緊急事態宣言の検討を表明した菅首相(1月4日、官邸サイトより:編集部)

1月4日時点で、関東1都3県に緊急事態宣言を発令することが極めて濃厚になっている。これに対し、立憲民主党などの左派系政党も緊急事態宣言を出すことを肯定的にとらえている。それどころか、積極的に緊急事態宣言を出すことを求めている。

「リベラル」とも呼ばれる左派は従来、基本的人権を大幅に制約する法案(憲法改変における非常事態条項の盛り込みなど)に反対の立場をとっていた。にもかかわらず、なぜ、移動の自由や集会の自由など基本的人権を大幅に制限する側面を持つ緊急事態宣言に積極的立場をとるのか。理由としてはいくつか考えられるが、本稿では2つあげたい。

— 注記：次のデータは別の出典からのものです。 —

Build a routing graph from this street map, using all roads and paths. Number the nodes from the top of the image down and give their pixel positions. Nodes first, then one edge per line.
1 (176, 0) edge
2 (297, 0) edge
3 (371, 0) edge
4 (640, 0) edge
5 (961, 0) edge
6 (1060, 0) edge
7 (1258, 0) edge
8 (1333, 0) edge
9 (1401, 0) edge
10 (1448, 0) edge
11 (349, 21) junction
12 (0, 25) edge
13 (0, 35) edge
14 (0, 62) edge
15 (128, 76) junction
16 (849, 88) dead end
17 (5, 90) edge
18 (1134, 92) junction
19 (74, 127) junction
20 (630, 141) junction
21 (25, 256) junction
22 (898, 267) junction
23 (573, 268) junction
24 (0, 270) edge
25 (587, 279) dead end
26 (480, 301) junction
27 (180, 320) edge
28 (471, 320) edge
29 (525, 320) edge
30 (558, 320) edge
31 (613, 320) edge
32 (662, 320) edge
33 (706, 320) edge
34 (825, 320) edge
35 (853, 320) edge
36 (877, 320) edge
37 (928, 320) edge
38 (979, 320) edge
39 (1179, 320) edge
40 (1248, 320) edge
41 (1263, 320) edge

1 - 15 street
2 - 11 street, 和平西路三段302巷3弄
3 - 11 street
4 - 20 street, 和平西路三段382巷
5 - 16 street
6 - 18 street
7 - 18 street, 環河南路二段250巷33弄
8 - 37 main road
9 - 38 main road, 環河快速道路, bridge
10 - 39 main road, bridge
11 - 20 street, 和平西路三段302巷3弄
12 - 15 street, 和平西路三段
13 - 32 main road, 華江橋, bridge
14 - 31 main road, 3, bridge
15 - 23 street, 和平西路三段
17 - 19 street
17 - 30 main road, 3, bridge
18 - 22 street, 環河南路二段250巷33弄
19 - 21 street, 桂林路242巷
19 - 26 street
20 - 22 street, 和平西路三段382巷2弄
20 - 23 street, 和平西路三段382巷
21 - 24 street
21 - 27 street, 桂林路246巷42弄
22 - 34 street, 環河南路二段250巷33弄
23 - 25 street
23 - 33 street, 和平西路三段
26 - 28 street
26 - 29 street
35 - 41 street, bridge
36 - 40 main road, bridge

1つ目は左派の持つ「公正」な政策観である。ここでいう「公正」とは辞書に示してある定義とは異なり、弱者保護の側面が強い。「公正」な政策として、弱者保護のための逆差別(アファーマティブ・アクション)的な政策、例えば高齢者・障害者・子育て世帯への重点的な公的支援を掲げることがあげられる。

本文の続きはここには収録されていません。